Dirut Pertamina Bawa 3 Rekomendasi Transisi Energi di KTT G20 Bali
Task Force Energy, Sustainability & Climate telah menyiapkan tiga rekomendasi transisi energi hijau yang akan disampaikan pada KTT G20 di Bali pada November 2022. Tiga rekomendasi ini disepakati pada Inception Meeting Business 20 (B20) yang diselenggarakan secara virtual pada akhir Januari 2022.
Direktur Utama Pertamina Nicke Widyawati sebagai ketua task force (satuan tugas) ini mengatakan bahwa transisi energi harus dilihat sebagai peluang untuk menciptakan masa depan dan pertumbuhan ekonomi berkelanjutan. Meski ada sejumlah tantangan yang harus diatasi dengan skenario dan peta jalan yang kuat, untuk aspek keuangan.
"Task force ini memiliki prioritas yang sama dengan G20 Indonesia, dimana kami harus menjadi katalisator pemulihan hijau yang kuat dan berjalan seiring dengan prinsip-prinsip ketahanan energi, pemerataan energi, dan kelestarian lingkungan," ujar Nicke dalam keterangan tertulis, Kamis (3/2).
Adapun satuan tugas ini akan merumuskan rekomendasi kebijakan untuk transisi energi berkelanjutan dengan fokus pada 3 isu prioritas.
Pertama, mempercepat transisi ke penggunaan energi yang berkelanjutan untuk memastikan bahwa pemanasan global dibatasi maksimum 1,5 derajat Celcius. Topik utama yang telah diidentifikasi untuk kebijakan adalah pengembangan industri bahan bakar alternatif seperti hidrogen dan biofuel.

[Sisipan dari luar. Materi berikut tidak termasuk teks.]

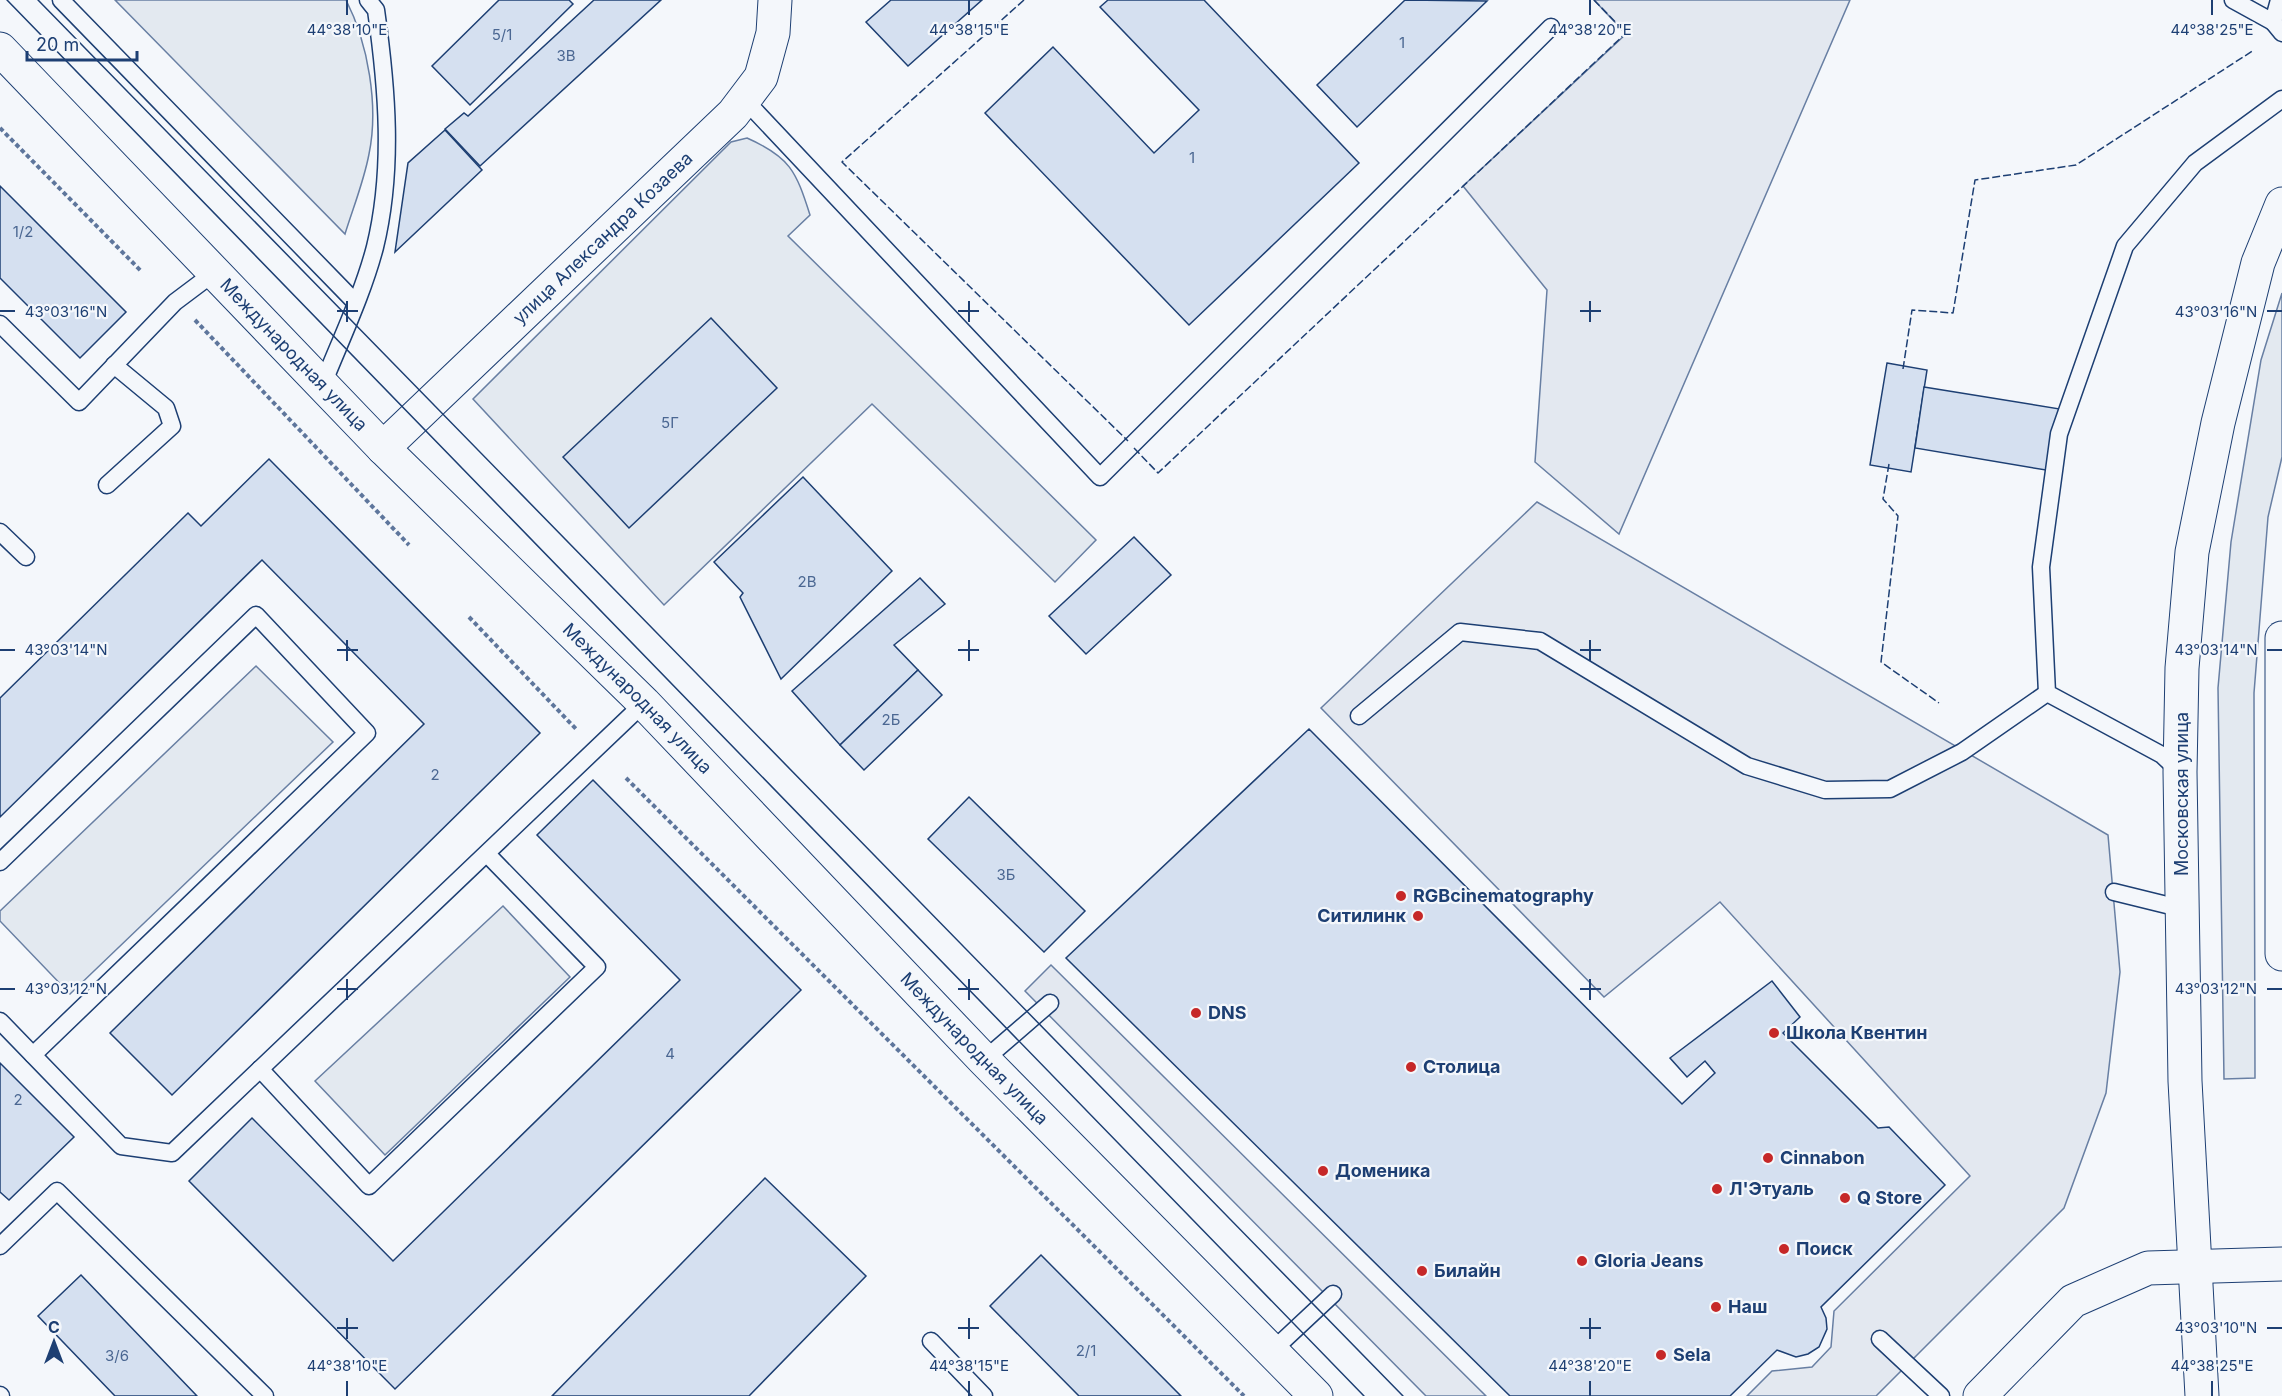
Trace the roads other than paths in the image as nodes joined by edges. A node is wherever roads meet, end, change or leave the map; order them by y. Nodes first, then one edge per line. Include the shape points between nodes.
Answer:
1 (61, 0) edge
2 (368, 0) edge
3 (2233, 0) edge
4 (2279, 0) edge
5 (780, 6) edge
6 (1551, 27) dead end
7 (2278, 27) edge
8 (0, 49) edge
9 (744, 99) junction
10 (2282, 99) edge
11 (2282, 204) edge
12 (215, 272) junction
13 (355, 302) junction
14 (0, 324) edge
15 (114, 365) junction
16 (323, 384) junction
17 (383, 448) junction
18 (107, 485) dead end
19 (0, 532) edge
20 (26, 557) dead end
21 (2282, 638) edge
22 (2047, 693) junction
23 (644, 703) junction
24 (1359, 716) dead end
25 (2180, 772) junction
26 (488, 854) junction
27 (0, 862) edge
28 (2114, 892) dead end
29 (2183, 909) junction
30 (2282, 954) edge
31 (1050, 1003) dead end
32 (0, 1021) edge
33 (33, 1055) junction
34 (984, 1059) junction
35 (260, 1069) junction
36 (0, 1246) edge
37 (2282, 1264) edge
38 (2195, 1268) junction
39 (1333, 1294) dead end
40 (1880, 1339) dead end
41 (931, 1341) dead end
42 (1271, 1352) junction
43 (265, 1396) edge
44 (984, 1396) edge
45 (1316, 1396) edge
46 (1941, 1396) edge
47 (1980, 1396) edge
48 (2202, 1396) edge

1 - 13 lane
2 - 13 lane via 376,10 387,89 386,180 375,247
3 - 7 lane
4 - 7 lane
5 - 9 main road, улица Александра Козаева via 761,77
6 - 9 lane via 1100,477
8 - 12 main road, Международная улица
9 - 17 main road, улица Александра Козаева via 707,142
10 - 22 lane via 2195,163 2125,246 2059,434 2041,567
11 - 25 main road, Московская улица via 2258,263 2218,423 2192,552 2182,668
12 - 15 lane via 175,302
12 - 16 main road, Международная улица
13 - 16 lane
14 - 15 lane via 79,402
15 - 18 lane via 166,408 172,426
16 - 17 main road, Международная улица
17 - 23 main road, Международная улица
19 - 20 lane
21 - 30 main road
22 - 24 lane via 1962,752 1890,789 1825,790 1747,766 1540,641 1460,632
22 - 25 lane via 2162,755
23 - 26 lane
23 - 34 main road, Международная улица
25 - 29 main road, Московская улица
26 - 35 lane
26 - 35 lane via 597,967 369,1186
27 - 33 lane via 256,615 367,732
28 - 29 lane
29 - 38 main road, Московская улица via 2185,1081
31 - 34 lane
32 - 33 lane
33 - 35 lane via 121,1146 172,1154
34 - 42 main road, Международная улица
36 - 43 lane via 57,1191
37 - 38 main road
38 - 47 main road via 2148,1268 2073,1301
38 - 48 main road, Московская улица
39 - 42 lane
40 - 46 lane
41 - 44 lane
42 - 45 main road, Международная улица

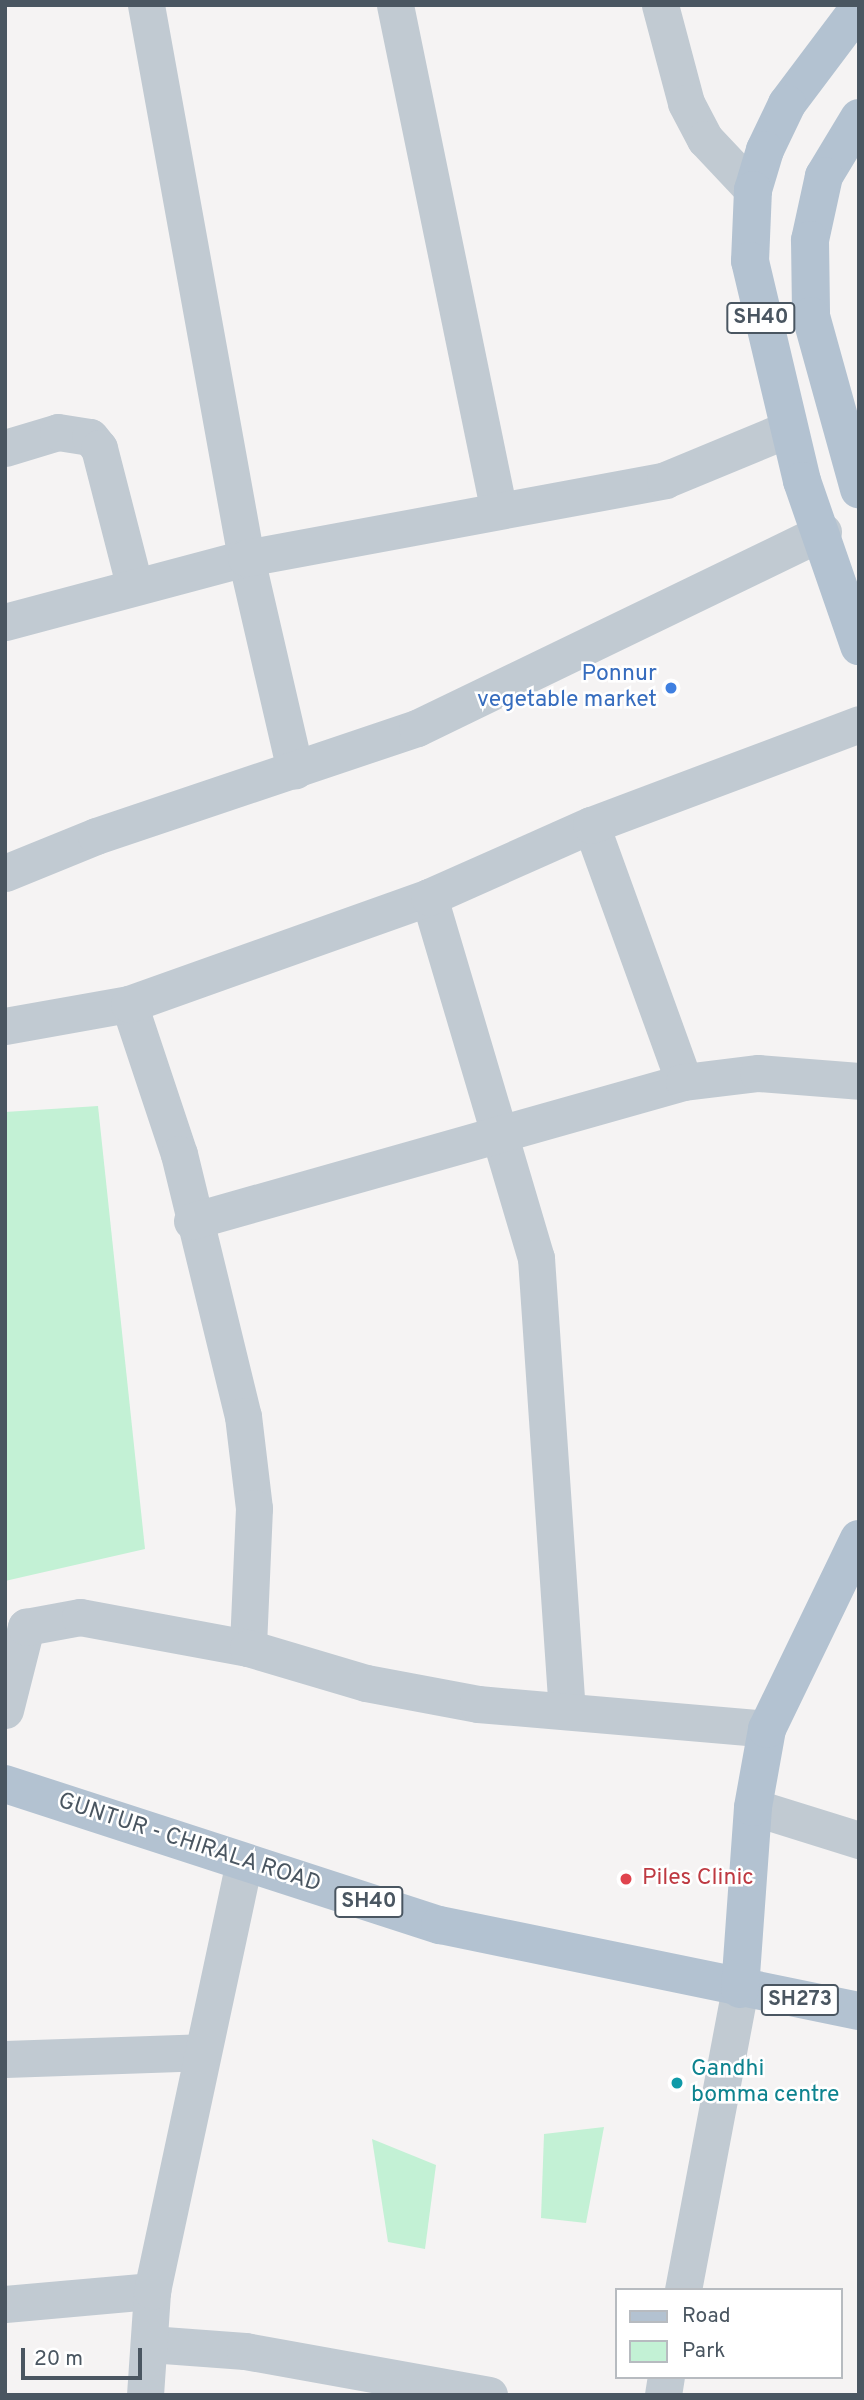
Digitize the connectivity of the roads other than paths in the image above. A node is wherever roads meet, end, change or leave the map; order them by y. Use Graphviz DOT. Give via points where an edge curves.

Kedua, memastikan transisi yang adil dan terjangkau, kerja sama global dalam mitigasi dampak dan dukungan untuk beradaptasi dengan perubahan.
Ketiga, kerja sama global dalam peningkatan ketahanan energi, untuk rumah tangga dan UMKM sebagai sarana untuk mengakhiri kemiskinan ekstrem dan mempercepat transisi energi ke penggunaan energi yang berkelanjutan. Simak databoks berikut:
"Ketiga isu prioritas tersebut akan menjadi dasar penyusunan Rekomendasi Kebijakan dari task force dengan mempertimbangkan isu-isu kritis lainnya seperti penetapan harga karbon, kerja sama global, mata pencaharian, dan pengembangan kelembagaan untuk pembiayaan dan adopsi teknologi," kata Nicke.
Dia menilai energi merupakan kendala yang mengikat bagi pertumbuhan ekonomi berkelanjutan, serta sangat dibutuhkan bagi pengembangan ekonomi untuk pulih dari dampak pandemi Covid-19.
Oleh karena itu, diperlukan satu tindakan yang mendesak untuk menyikapi berbagai kecenderungan global seperti laju transisi energi yang masih tertinggal, perubahan iklim akibat emisi gas rumah kaca antropogenik yang telah menjadi isu kritis.
Kemudian, pertumbuhan ekonomi yang memanfaatkan konsumsi energi bahan bakar fosil berkontribusi besar atas sebagian besar emisi GRK. Nicke menegaskan transisi perlu dipercepat secara global, dengan cara meningkatkan ketahanan dan pemerataan energi, untuk menopang pertumbuhan ekonomi dan pengurangan kemiskinan ekstrem.
Selain itu, gap pembiayaan harus dijembatani, investasi harus dialihkan ke infrastruktur transisi energi dan dapat dibayarkan dengan penetapan harga karbon. Dan yang tak kalah penting yakni memastikan kesetaraan dengan meningkatkan akses dan keterjangkauan energi bersih modern yang tidak hanya penting untuk kesuksesan transisi, namun juga memberikan manfaat bagi lingkungan, gender, dan ekonomi.
"Negara-negara berkembang tidak memiliki kerangka kerja, tata kelola yang mapan, pasar, layanan keuangan yang maju, tenaga kerja yang terlatih, dan akses ke teknologi canggih. Semuanya itu dimiliki oleh negara-negara maju dan diperlukan untuk perubahan tersebut," kata Nicke.